### The data
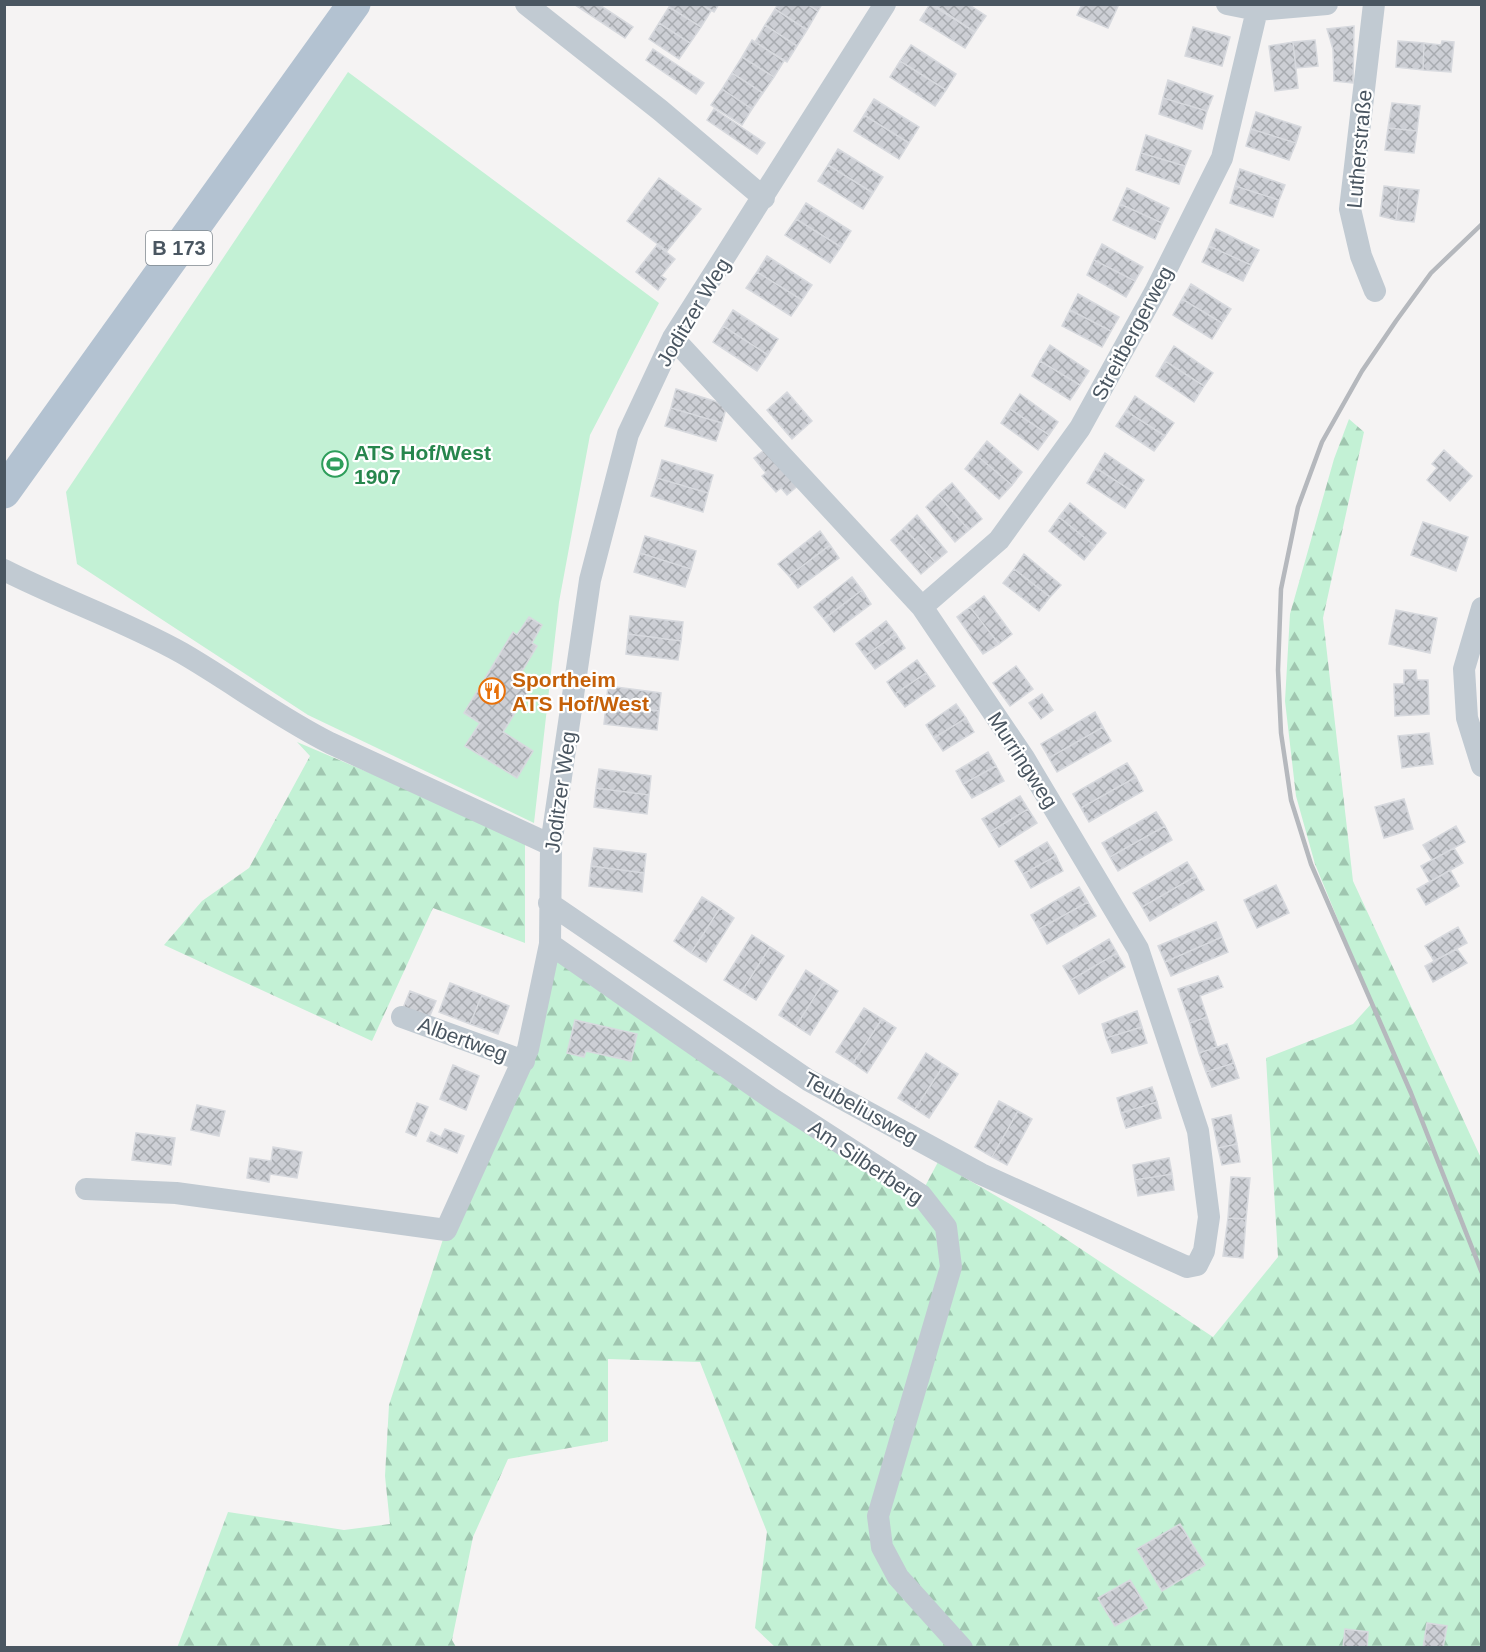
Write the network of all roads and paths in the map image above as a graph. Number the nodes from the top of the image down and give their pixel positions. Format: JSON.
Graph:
{"nodes":[{"id":1,"x":354,"y":4,"type":"edge"},
{"id":2,"x":526,"y":4,"type":"edge"},
{"id":3,"x":885,"y":4,"type":"edge"},
{"id":4,"x":1227,"y":4,"type":"edge"},
{"id":5,"x":1327,"y":4,"type":"edge"},
{"id":6,"x":1374,"y":4,"type":"edge"},
{"id":7,"x":1257,"y":10,"type":"junction"},
{"id":8,"x":764,"y":198,"type":"junction"},
{"id":9,"x":1374,"y":291,"type":"dead end"},
{"id":10,"x":673,"y":338,"type":"junction"},
{"id":11,"x":4,"y":492,"type":"edge"},
{"id":12,"x":4,"y":570,"type":"edge"},
{"id":13,"x":922,"y":608,"type":"junction"},
{"id":14,"x":1482,"y":608,"type":"edge"},
{"id":15,"x":1482,"y":766,"type":"edge"},
{"id":16,"x":551,"y":845,"type":"junction"},
{"id":17,"x":549,"y":903,"type":"junction"},
{"id":18,"x":550,"y":944,"type":"junction"},
{"id":19,"x":402,"y":1017,"type":"dead end"},
{"id":20,"x":524,"y":1061,"type":"junction"},
{"id":21,"x":86,"y":1189,"type":"dead end"},
{"id":22,"x":1197,"y":1265,"type":"joint"},
{"id":23,"x":962,"y":1647,"type":"edge"}],
"edges":[{"from":1,"to":11,"type":"main road","number":"B 173"},
{"from":2,"to":8,"type":"street"},
{"from":3,"to":8,"type":"street","name":"Joditzer Weg"},
{"from":4,"to":7,"type":"street"},
{"from":5,"to":7,"type":"street"},
{"from":6,"to":9,"type":"street","name":"Lutherstraße"},
{"from":7,"to":13,"type":"street","name":"Streitbergerweg"},
{"from":8,"to":10,"type":"street","name":"Joditzer Weg"},
{"from":10,"to":13,"type":"street","name":"Murringweg"},
{"from":10,"to":16,"type":"street","name":"Joditzer Weg"},
{"from":12,"to":16,"type":"street"},
{"from":13,"to":22,"type":"street","name":"Murringweg"},
{"from":14,"to":15,"type":"street"},
{"from":16,"to":17,"type":"street","name":"Joditzer Weg"},
{"from":17,"to":18,"type":"street","name":"Joditzer Weg"},
{"from":17,"to":22,"type":"street","name":"Teubeliusweg"},
{"from":18,"to":20,"type":"street","name":"Joditzer Weg"},
{"from":18,"to":23,"type":"street","name":"Am Silberberg"},
{"from":19,"to":20,"type":"street","name":"Albertweg"},
{"from":20,"to":21,"type":"street","name":"Joditzer Weg"}]}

### Exercise
Restate the records above exactly, less any pictures.

### Exercise result
Write the network of all roads and paths in the map image above as a graph. Number the nodes from the top of the image down and give their pixel positions. Format: JSON.
Graph:
{"nodes":[{"id":1,"x":354,"y":4,"type":"edge"},
{"id":2,"x":526,"y":4,"type":"edge"},
{"id":3,"x":885,"y":4,"type":"edge"},
{"id":4,"x":1227,"y":4,"type":"edge"},
{"id":5,"x":1327,"y":4,"type":"edge"},
{"id":6,"x":1374,"y":4,"type":"edge"},
{"id":7,"x":1257,"y":10,"type":"junction"},
{"id":8,"x":764,"y":198,"type":"junction"},
{"id":9,"x":1374,"y":291,"type":"dead end"},
{"id":10,"x":673,"y":338,"type":"junction"},
{"id":11,"x":4,"y":492,"type":"edge"},
{"id":12,"x":4,"y":570,"type":"edge"},
{"id":13,"x":922,"y":608,"type":"junction"},
{"id":14,"x":1482,"y":608,"type":"edge"},
{"id":15,"x":1482,"y":766,"type":"edge"},
{"id":16,"x":551,"y":845,"type":"junction"},
{"id":17,"x":549,"y":903,"type":"junction"},
{"id":18,"x":550,"y":944,"type":"junction"},
{"id":19,"x":402,"y":1017,"type":"dead end"},
{"id":20,"x":524,"y":1061,"type":"junction"},
{"id":21,"x":86,"y":1189,"type":"dead end"},
{"id":22,"x":1197,"y":1265,"type":"joint"},
{"id":23,"x":962,"y":1647,"type":"edge"}],
"edges":[{"from":1,"to":11,"type":"main road","number":"B 173"},
{"from":2,"to":8,"type":"street"},
{"from":3,"to":8,"type":"street","name":"Joditzer Weg"},
{"from":4,"to":7,"type":"street"},
{"from":5,"to":7,"type":"street"},
{"from":6,"to":9,"type":"street","name":"Lutherstraße"},
{"from":7,"to":13,"type":"street","name":"Streitbergerweg"},
{"from":8,"to":10,"type":"street","name":"Joditzer Weg"},
{"from":10,"to":13,"type":"street","name":"Murringweg"},
{"from":10,"to":16,"type":"street","name":"Joditzer Weg"},
{"from":12,"to":16,"type":"street"},
{"from":13,"to":22,"type":"street","name":"Murringweg"},
{"from":14,"to":15,"type":"street"},
{"from":16,"to":17,"type":"street","name":"Joditzer Weg"},
{"from":17,"to":18,"type":"street","name":"Joditzer Weg"},
{"from":17,"to":22,"type":"street","name":"Teubeliusweg"},
{"from":18,"to":20,"type":"street","name":"Joditzer Weg"},
{"from":18,"to":23,"type":"street","name":"Am Silberberg"},
{"from":19,"to":20,"type":"street","name":"Albertweg"},
{"from":20,"to":21,"type":"street","name":"Joditzer Weg"}]}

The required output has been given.